→ Work task
All of the data should be output character for character, except the pictures.

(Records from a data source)
--------------------------------

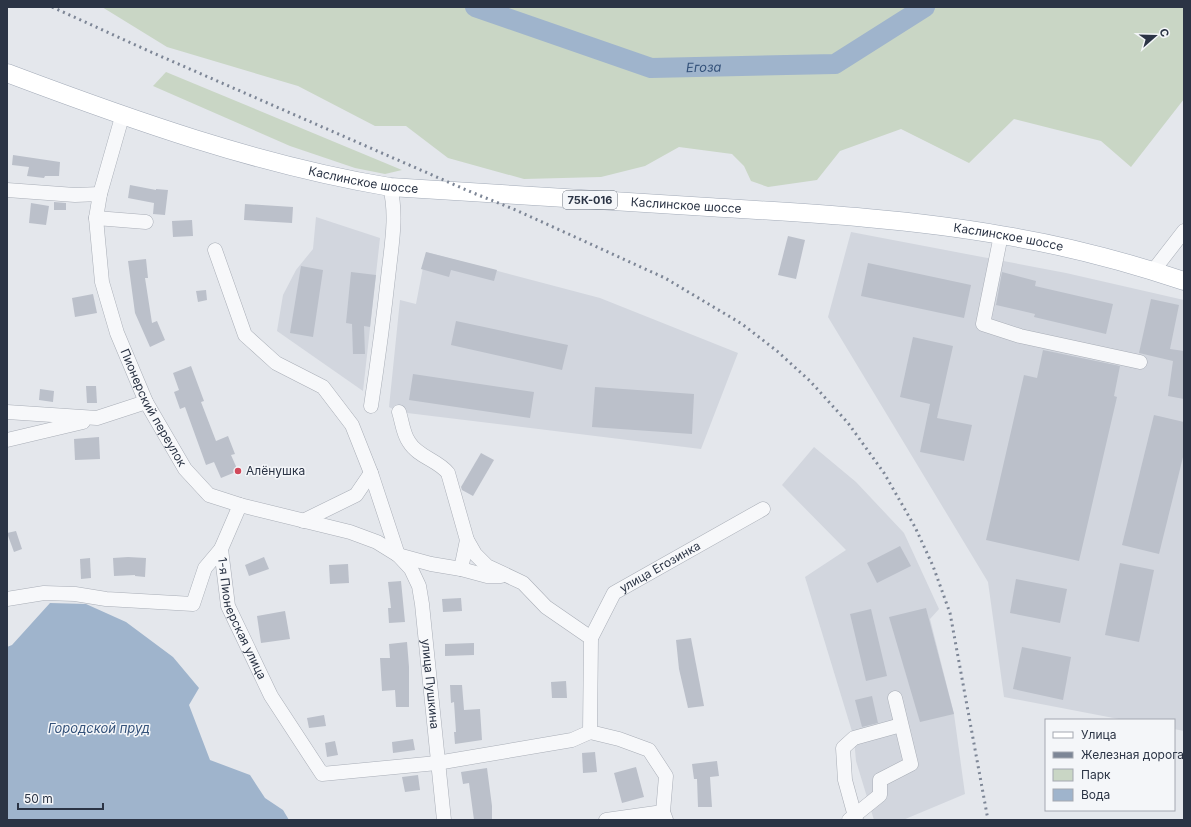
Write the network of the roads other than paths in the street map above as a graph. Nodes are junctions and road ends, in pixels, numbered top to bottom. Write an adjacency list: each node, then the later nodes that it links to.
1 (7, 73): 2 (main road, Каслинское шоссе / 75К-016)
2 (122, 116): 3 (main road, Каслинское шоссе / 75К-016); 5 (street, Пионерский переулок)
3 (390, 187): 9 (main road, Каслинское шоссе / 75К-016); 15 (street)
4 (7, 190): 5 (street)
5 (100, 194): 6 (street, Пионерский переулок)
6 (96, 218): 7 (street); 14 (street, Пионерский переулок)
7 (146, 222)
8 (1184, 231): 11 (street)
9 (1001, 235): 11 (main road, Каслинское шоссе / 75К-016); 13 (street)
10 (215, 250): 20 (street)
11 (1153, 271): 12 (main road, Каслинское шоссе / 75К-016)
12 (1184, 281)
13 (1140, 362)
14 (146, 402): 18 (street); 21 (street, Пионерский переулок)
15 (371, 406)
16 (7, 412): 18 (street)
17 (399, 412): 24 (street)
18 (97, 418): 19 (street)
19 (7, 440)
20 (371, 473): 23 (street); 26 (street)
21 (240, 505): 23 (street, Пионерский переулок); 25 (street)
22 (763, 509): 30 (street, улица Егозинка)
23 (303, 521): 26 (street, Пионерский переулок)
24 (467, 540): 27 (street); 28 (street)
25 (221, 549): 29 (street, 1-я Пионерская улица); 34 (street, 1-я Пионерская улица)
26 (398, 555): 27 (street); 34 (street, улица Пушкина)
27 (461, 569): 28 (street)
28 (507, 576): 30 (street)
29 (7, 599)
30 (592, 638): 33 (street, улица Егозинка)
31 (895, 698): 32 (street)
32 (901, 725): 36 (street); 36 (street)
33 (590, 732): 34 (street); 35 (street)
34 (438, 763): 37 (street, улица Пушкина)
35 (664, 816): 38 (street)
36 (854, 819)
37 (444, 820)
38 (606, 820)

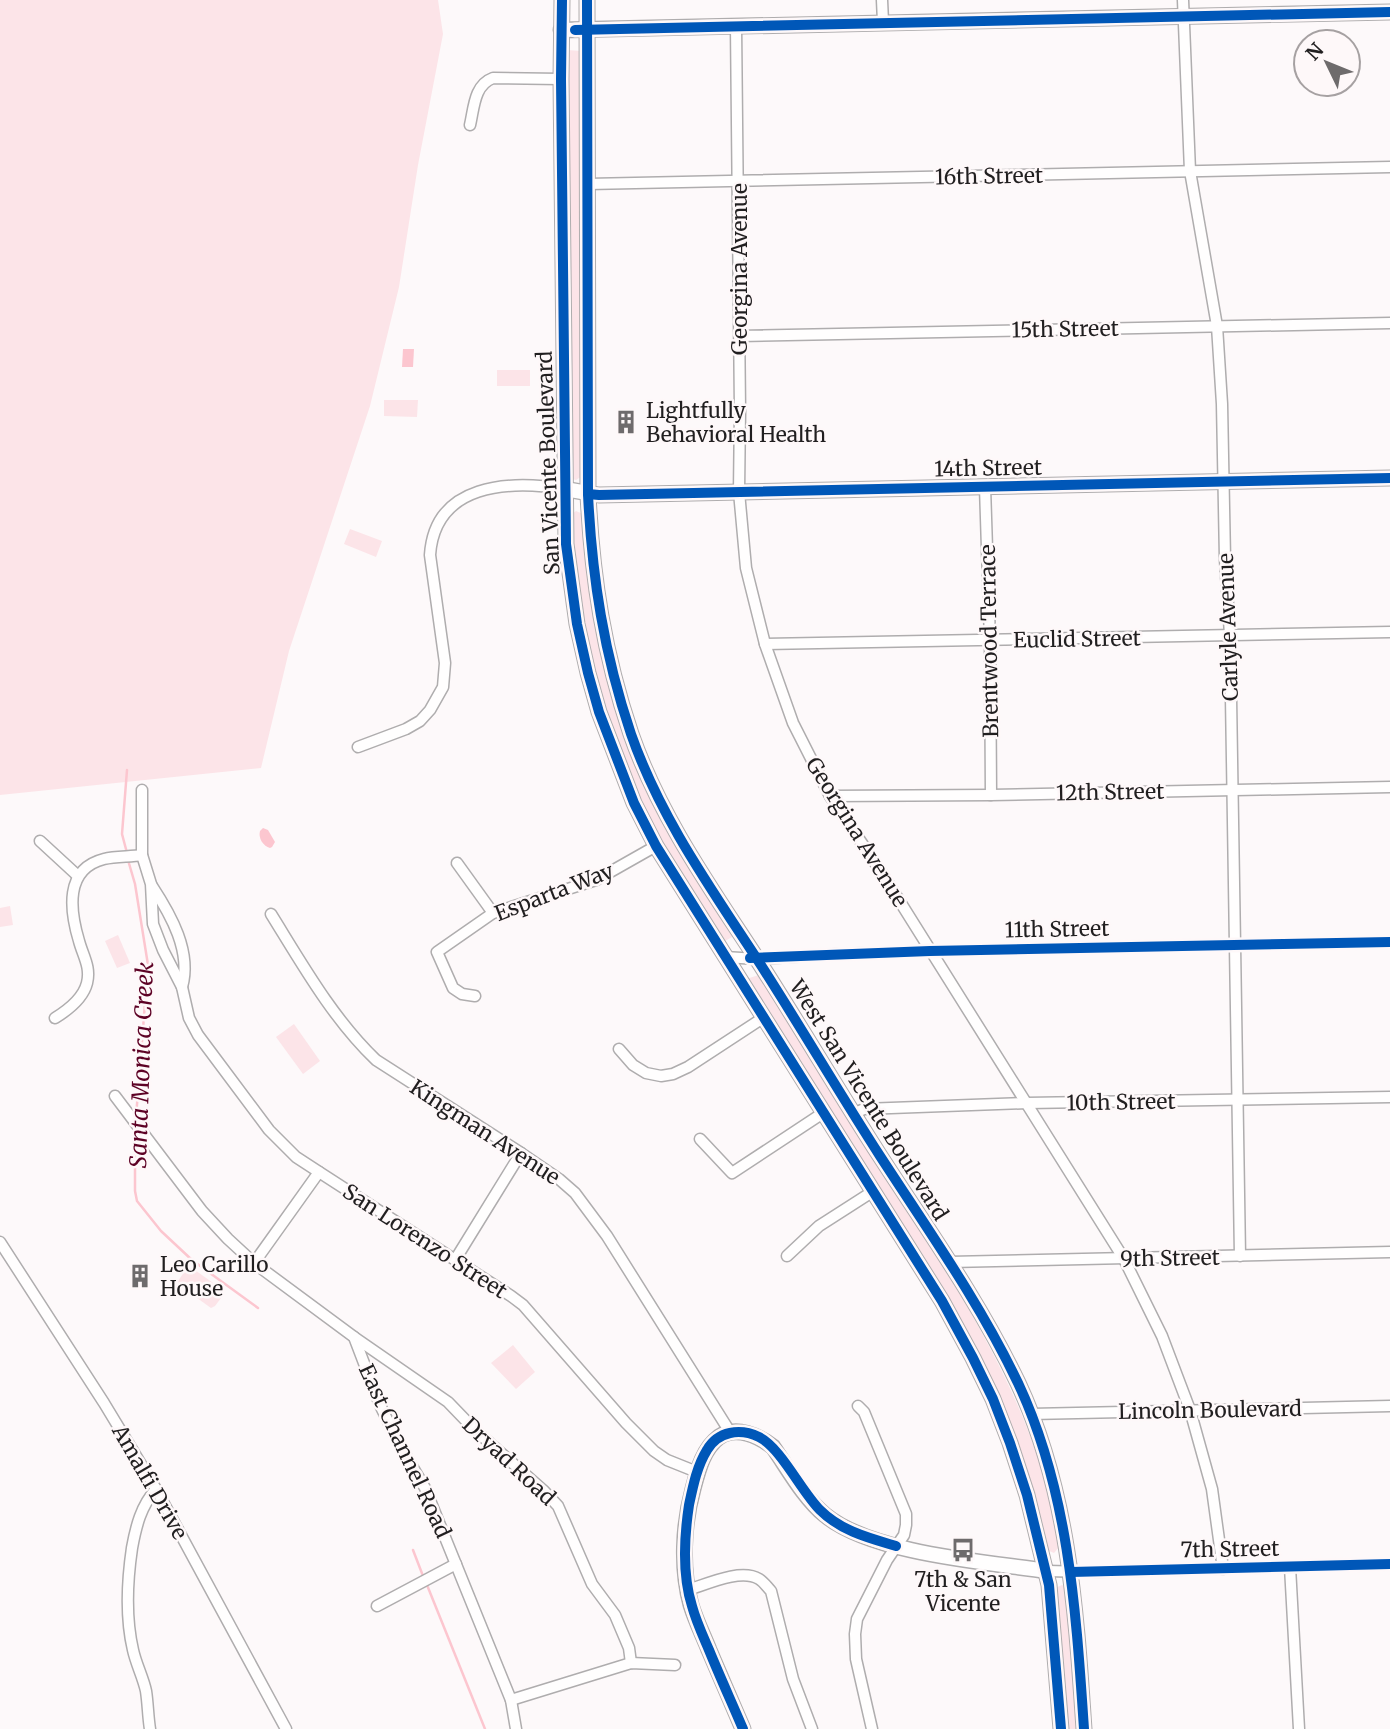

--------------------------------

→ Problem solution
Write the network of the roads other than paths in the street map above as a graph. Nodes are junctions and road ends, in pixels, numbered top to bottom. Write an adjacency list: each node, then the later nodes that it links to.
1 (7, 73): 2 (main road, Каслинское шоссе / 75К-016)
2 (122, 116): 3 (main road, Каслинское шоссе / 75К-016); 5 (street, Пионерский переулок)
3 (390, 187): 9 (main road, Каслинское шоссе / 75К-016); 15 (street)
4 (7, 190): 5 (street)
5 (100, 194): 6 (street, Пионерский переулок)
6 (96, 218): 7 (street); 14 (street, Пионерский переулок)
7 (146, 222)
8 (1184, 231): 11 (street)
9 (1001, 235): 11 (main road, Каслинское шоссе / 75К-016); 13 (street)
10 (215, 250): 20 (street)
11 (1153, 271): 12 (main road, Каслинское шоссе / 75К-016)
12 (1184, 281)
13 (1140, 362)
14 (146, 402): 18 (street); 21 (street, Пионерский переулок)
15 (371, 406)
16 (7, 412): 18 (street)
17 (399, 412): 24 (street)
18 (97, 418): 19 (street)
19 (7, 440)
20 (371, 473): 23 (street); 26 (street)
21 (240, 505): 23 (street, Пионерский переулок); 25 (street)
22 (763, 509): 30 (street, улица Егозинка)
23 (303, 521): 26 (street, Пионерский переулок)
24 (467, 540): 27 (street); 28 (street)
25 (221, 549): 29 (street, 1-я Пионерская улица); 34 (street, 1-я Пионерская улица)
26 (398, 555): 27 (street); 34 (street, улица Пушкина)
27 (461, 569): 28 (street)
28 (507, 576): 30 (street)
29 (7, 599)
30 (592, 638): 33 (street, улица Егозинка)
31 (895, 698): 32 (street)
32 (901, 725): 36 (street); 36 (street)
33 (590, 732): 34 (street); 35 (street)
34 (438, 763): 37 (street, улица Пушкина)
35 (664, 816): 38 (street)
36 (854, 819)
37 (444, 820)
38 (606, 820)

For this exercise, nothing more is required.